La montée du fascisme n’était pas liée à un problème économique. Elle est plutôt due à des problèmes culturels et historiques. La peur des possédants a joué un rôle, mais pas un rôle essentiel.

Hitler aurait donc pu réussir son ascension sans l’état désastreux de l’économie allemande de l’entre-deux guerres?

Si vous posez la question de cette façon, alors non, il n’aurait pas pu. Une société heureuse ne sécrète pas le fascisme. Ce dernier bâtit son ascension en proposant des solutions simples à des problèmes complexes. Il est certain que le taux de chômage en hausse favorise le fascisme plus que la démocratie. La démocratie est le luxe des sociétés heureuses. Une société qui se considère être victime d’un désastre économique a plutôt tendance a accepter des solutions simplistes, d’accuser la démocratie de tous les maux et d’appeler un homme fort. Et c’est un problème lié à l’immigration, qui vaut pour toute l’Europe. De cela dépend en outre si l’Europe des 27 s’ouvre au monde ou se referme sur elle-même.

Est-il possible que l’Europe des 27 se transforme en un bloc identitaire à tendance fasciste?

Tout est possible dans une période de crise et de désastre économique. Dans les pays de l’Est des régimes autoritaires peuvent se développer facilement. C’est plus difficile à l’Ouest mais ce n’est jamais impossible. Je pense que le désastre fasciste européen n’était pas un problème de contingences historiques, mais émane d’un problème de fond culturel et identitaire. Et ces problèmes n’ont pas disparu.

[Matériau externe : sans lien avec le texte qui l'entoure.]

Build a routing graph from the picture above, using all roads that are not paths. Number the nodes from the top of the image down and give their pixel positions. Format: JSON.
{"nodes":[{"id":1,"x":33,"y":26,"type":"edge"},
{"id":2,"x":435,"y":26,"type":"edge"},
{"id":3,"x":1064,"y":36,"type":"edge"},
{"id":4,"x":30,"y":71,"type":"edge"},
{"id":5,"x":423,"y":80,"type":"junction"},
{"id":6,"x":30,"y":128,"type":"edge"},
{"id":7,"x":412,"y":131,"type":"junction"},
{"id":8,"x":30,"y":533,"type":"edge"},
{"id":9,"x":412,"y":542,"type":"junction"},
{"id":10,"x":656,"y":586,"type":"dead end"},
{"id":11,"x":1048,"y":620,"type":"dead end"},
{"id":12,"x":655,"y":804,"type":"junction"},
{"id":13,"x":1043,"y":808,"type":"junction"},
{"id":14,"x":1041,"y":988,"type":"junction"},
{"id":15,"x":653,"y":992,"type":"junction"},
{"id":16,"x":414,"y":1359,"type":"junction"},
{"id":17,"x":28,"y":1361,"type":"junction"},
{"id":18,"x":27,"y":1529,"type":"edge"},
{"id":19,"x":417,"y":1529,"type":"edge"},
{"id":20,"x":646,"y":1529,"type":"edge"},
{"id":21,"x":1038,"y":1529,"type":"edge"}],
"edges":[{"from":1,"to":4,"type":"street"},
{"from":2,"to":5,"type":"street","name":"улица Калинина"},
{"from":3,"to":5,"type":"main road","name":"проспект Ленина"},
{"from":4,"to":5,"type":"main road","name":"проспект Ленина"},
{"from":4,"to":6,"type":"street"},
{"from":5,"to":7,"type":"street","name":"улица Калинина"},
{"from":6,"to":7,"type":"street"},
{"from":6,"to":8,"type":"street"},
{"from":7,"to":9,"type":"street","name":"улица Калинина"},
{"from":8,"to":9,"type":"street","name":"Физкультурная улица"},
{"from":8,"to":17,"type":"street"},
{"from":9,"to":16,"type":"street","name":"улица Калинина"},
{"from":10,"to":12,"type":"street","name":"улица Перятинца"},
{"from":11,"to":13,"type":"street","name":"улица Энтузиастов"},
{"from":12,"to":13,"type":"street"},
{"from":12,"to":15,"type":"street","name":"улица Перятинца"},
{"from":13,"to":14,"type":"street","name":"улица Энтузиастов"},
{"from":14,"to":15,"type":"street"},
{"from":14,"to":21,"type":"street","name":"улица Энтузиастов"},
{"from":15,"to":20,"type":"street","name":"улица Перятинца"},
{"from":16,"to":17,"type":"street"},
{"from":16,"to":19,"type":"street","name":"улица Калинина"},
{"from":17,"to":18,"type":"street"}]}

Né en 1935 en Galicie, il a été forcé de quitter son pays natal. Il devient par la suite élève de Sciences-Po à Paris, où il commence à investiguer sur le fascisme en France. Plus tard, il devient citoyen israélien. Il s’engage comme officier dans des unités d’élite avant de devenir professeur émérite de l’université de Jérusalem et militant dans le mouvement „Shalom Achav“ (La Paix Maintenant).